┌──

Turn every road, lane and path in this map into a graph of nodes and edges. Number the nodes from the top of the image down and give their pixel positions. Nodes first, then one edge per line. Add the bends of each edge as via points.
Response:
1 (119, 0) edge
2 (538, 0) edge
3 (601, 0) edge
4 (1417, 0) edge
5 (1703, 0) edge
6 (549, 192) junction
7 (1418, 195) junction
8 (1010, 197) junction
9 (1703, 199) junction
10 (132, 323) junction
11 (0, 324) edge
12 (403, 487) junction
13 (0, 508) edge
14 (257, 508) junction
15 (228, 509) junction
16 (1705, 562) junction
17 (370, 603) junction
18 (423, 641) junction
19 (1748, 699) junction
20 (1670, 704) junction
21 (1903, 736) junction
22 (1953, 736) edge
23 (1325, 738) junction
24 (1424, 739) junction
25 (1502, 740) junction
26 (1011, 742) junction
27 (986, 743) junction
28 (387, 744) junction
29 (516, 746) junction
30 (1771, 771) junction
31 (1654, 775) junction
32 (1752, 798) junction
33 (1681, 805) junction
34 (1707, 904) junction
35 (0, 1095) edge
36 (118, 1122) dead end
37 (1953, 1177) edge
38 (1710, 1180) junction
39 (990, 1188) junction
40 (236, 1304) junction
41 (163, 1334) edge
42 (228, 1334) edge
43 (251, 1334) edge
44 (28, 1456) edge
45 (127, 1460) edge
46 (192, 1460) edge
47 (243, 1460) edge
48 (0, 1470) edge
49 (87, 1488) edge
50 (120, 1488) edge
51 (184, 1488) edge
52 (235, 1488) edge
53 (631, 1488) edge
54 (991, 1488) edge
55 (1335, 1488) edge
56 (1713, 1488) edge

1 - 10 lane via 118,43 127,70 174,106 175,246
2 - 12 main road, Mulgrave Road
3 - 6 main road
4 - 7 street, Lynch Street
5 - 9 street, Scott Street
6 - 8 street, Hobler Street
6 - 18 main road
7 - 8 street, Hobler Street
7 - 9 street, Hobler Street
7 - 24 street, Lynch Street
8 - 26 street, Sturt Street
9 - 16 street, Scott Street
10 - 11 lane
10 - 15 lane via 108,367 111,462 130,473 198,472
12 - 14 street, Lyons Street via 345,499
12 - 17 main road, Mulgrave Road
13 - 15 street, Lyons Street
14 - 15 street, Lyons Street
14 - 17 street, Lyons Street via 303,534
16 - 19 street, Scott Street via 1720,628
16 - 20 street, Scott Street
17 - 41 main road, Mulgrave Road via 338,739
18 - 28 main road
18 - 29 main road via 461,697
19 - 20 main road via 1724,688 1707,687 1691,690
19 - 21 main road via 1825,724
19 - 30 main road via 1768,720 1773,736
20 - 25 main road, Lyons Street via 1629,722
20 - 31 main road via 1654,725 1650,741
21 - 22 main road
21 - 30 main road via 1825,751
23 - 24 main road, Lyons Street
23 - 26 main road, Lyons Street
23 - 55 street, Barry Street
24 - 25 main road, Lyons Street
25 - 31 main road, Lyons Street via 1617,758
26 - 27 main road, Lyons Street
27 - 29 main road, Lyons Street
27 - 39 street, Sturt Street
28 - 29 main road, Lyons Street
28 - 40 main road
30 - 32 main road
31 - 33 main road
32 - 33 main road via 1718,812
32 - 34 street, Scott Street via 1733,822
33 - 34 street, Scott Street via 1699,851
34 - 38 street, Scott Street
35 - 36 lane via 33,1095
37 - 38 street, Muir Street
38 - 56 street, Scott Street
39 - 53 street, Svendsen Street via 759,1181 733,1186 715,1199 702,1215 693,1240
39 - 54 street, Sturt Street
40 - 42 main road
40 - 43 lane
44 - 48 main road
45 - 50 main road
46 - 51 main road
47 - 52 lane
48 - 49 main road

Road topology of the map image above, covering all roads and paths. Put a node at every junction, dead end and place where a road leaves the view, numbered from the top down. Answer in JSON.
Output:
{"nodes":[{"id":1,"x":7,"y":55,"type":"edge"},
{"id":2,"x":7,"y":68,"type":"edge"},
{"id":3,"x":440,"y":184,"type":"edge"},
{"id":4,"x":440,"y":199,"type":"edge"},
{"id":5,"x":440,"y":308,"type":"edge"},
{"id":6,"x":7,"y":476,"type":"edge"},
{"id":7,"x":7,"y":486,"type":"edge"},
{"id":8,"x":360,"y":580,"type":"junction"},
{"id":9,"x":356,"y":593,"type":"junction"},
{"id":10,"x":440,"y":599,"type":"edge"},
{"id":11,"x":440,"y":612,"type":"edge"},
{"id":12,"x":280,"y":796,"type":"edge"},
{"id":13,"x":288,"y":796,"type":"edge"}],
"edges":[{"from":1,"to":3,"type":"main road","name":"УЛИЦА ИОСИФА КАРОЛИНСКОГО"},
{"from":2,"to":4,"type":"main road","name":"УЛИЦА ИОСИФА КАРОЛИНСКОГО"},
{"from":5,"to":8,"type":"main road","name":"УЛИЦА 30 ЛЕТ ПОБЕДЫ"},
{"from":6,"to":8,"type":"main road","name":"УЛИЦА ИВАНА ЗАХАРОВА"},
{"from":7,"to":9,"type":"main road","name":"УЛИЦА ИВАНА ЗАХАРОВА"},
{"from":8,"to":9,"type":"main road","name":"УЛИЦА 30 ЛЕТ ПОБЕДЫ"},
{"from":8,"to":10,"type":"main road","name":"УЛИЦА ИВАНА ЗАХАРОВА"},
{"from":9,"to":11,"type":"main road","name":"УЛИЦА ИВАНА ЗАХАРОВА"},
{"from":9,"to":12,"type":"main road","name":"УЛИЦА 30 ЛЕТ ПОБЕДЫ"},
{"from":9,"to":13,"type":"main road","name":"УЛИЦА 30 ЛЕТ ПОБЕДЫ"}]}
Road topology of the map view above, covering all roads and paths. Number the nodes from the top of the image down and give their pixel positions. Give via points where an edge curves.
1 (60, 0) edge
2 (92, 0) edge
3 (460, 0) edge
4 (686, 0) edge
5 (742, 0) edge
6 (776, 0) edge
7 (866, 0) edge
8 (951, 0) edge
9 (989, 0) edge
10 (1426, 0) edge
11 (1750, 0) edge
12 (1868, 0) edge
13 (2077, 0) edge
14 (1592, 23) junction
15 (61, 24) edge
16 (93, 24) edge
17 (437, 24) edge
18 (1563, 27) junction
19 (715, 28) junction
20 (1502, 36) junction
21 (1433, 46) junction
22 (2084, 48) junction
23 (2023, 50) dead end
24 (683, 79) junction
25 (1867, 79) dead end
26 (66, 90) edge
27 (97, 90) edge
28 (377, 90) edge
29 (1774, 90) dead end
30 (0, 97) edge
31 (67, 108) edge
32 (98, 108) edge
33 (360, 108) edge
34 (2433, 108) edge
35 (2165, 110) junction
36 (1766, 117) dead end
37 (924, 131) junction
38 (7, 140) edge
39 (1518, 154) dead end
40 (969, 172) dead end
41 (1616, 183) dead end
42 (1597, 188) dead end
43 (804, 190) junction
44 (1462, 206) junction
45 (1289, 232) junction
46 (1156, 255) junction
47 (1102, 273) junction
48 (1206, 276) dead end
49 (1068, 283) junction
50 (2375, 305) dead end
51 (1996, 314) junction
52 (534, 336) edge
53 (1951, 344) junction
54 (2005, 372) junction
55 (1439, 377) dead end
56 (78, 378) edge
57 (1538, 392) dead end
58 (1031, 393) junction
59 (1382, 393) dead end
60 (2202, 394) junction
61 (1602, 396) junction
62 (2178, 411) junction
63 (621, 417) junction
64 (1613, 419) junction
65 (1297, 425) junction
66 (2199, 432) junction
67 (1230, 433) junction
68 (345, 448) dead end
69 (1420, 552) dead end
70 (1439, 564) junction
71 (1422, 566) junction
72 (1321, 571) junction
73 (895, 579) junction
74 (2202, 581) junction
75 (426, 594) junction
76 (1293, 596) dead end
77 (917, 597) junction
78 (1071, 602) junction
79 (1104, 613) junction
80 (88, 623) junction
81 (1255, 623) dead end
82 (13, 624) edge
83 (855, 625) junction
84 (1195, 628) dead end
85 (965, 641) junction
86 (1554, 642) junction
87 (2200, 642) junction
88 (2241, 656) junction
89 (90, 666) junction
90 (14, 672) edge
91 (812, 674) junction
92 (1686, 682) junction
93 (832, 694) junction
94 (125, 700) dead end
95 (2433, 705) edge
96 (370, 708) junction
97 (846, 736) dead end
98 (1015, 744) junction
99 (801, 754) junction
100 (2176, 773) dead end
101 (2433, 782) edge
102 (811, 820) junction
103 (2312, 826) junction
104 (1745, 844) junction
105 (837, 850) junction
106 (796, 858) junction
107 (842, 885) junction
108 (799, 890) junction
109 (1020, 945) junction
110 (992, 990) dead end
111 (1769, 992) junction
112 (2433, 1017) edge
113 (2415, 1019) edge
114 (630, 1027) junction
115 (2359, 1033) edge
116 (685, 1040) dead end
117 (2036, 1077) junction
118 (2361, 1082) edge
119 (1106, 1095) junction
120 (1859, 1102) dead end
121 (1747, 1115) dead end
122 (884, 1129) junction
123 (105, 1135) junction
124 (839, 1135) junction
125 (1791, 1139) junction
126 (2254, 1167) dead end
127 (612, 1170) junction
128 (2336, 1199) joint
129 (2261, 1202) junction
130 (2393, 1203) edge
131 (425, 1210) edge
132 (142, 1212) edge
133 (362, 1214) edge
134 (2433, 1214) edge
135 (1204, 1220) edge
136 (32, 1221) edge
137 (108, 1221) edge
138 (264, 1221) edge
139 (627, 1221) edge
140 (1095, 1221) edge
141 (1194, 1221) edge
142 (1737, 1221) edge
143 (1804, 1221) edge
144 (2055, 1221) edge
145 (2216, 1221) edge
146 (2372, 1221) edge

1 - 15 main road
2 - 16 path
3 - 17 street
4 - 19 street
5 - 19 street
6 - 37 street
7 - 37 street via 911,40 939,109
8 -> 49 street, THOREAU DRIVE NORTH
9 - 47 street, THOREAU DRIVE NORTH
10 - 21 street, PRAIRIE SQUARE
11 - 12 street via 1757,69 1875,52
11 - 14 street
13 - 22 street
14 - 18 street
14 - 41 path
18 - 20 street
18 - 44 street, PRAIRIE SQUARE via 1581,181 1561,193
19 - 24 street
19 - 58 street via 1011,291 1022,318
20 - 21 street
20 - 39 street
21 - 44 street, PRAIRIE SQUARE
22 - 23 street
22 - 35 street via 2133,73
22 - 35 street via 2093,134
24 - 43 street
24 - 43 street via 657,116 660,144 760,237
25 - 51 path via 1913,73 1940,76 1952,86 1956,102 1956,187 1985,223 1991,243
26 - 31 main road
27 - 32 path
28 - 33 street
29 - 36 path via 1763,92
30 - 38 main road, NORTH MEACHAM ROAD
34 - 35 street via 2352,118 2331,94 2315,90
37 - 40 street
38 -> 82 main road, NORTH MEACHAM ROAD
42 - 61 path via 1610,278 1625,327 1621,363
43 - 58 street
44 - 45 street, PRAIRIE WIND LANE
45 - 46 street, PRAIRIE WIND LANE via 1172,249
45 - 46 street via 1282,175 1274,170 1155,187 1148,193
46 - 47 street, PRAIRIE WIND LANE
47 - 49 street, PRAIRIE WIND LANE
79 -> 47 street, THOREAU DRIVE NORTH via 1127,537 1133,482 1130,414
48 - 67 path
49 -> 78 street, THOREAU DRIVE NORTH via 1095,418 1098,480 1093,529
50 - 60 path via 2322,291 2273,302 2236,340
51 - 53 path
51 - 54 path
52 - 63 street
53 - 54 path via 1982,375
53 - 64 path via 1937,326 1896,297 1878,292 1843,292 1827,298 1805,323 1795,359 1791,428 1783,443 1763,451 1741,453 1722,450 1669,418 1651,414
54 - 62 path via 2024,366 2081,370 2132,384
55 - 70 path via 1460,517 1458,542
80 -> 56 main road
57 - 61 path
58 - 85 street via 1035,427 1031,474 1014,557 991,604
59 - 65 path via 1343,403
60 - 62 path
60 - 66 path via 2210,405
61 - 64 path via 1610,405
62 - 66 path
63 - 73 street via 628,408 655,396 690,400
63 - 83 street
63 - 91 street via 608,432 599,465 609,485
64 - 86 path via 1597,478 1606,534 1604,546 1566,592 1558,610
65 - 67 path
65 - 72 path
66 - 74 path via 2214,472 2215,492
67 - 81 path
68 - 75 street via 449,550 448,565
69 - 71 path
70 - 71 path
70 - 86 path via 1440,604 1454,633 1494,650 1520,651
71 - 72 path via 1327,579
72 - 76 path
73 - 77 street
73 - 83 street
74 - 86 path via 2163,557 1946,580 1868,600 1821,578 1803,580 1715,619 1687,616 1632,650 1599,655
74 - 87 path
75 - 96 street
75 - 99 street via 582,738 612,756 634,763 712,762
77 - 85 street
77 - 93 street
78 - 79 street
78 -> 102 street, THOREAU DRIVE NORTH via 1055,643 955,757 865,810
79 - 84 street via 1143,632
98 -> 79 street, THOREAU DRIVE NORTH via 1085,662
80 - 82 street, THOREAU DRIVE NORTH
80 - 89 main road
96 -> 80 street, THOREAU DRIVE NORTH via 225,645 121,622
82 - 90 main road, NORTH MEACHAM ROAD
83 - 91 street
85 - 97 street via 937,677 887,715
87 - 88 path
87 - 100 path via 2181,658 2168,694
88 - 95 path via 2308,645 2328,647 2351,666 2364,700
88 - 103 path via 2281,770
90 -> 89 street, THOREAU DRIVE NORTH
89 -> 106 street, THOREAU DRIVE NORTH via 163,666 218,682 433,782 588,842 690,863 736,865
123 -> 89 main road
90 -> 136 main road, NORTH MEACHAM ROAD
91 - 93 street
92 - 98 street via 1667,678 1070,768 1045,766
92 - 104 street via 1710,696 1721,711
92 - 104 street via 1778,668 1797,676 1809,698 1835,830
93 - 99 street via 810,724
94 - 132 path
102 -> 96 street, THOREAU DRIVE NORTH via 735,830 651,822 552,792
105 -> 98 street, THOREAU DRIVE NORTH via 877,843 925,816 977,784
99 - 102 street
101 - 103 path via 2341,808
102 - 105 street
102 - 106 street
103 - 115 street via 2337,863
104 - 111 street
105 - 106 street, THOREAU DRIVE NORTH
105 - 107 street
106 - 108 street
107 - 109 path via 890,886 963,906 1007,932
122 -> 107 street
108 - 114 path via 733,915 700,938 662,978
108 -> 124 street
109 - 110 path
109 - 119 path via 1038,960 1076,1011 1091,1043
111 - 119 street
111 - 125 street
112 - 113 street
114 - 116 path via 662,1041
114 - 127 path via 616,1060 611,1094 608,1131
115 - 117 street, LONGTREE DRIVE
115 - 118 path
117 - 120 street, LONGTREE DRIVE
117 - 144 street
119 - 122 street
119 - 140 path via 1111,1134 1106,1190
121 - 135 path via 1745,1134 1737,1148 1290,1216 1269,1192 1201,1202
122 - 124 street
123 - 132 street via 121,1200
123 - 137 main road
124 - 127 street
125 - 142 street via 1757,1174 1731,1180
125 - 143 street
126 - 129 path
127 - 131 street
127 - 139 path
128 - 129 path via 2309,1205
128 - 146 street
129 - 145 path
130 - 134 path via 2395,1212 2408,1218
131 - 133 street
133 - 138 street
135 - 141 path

└──

• **Exercise details**
Every line in the records above that contains the word "Scott" should be copied out.

• **Answer to the exercise**
5 - 9 street, Scott Street
9 - 16 street, Scott Street
16 - 19 street, Scott Street via 1720,628
16 - 20 street, Scott Street
32 - 34 street, Scott Street via 1733,822
33 - 34 street, Scott Street via 1699,851
34 - 38 street, Scott Street
38 - 56 street, Scott Street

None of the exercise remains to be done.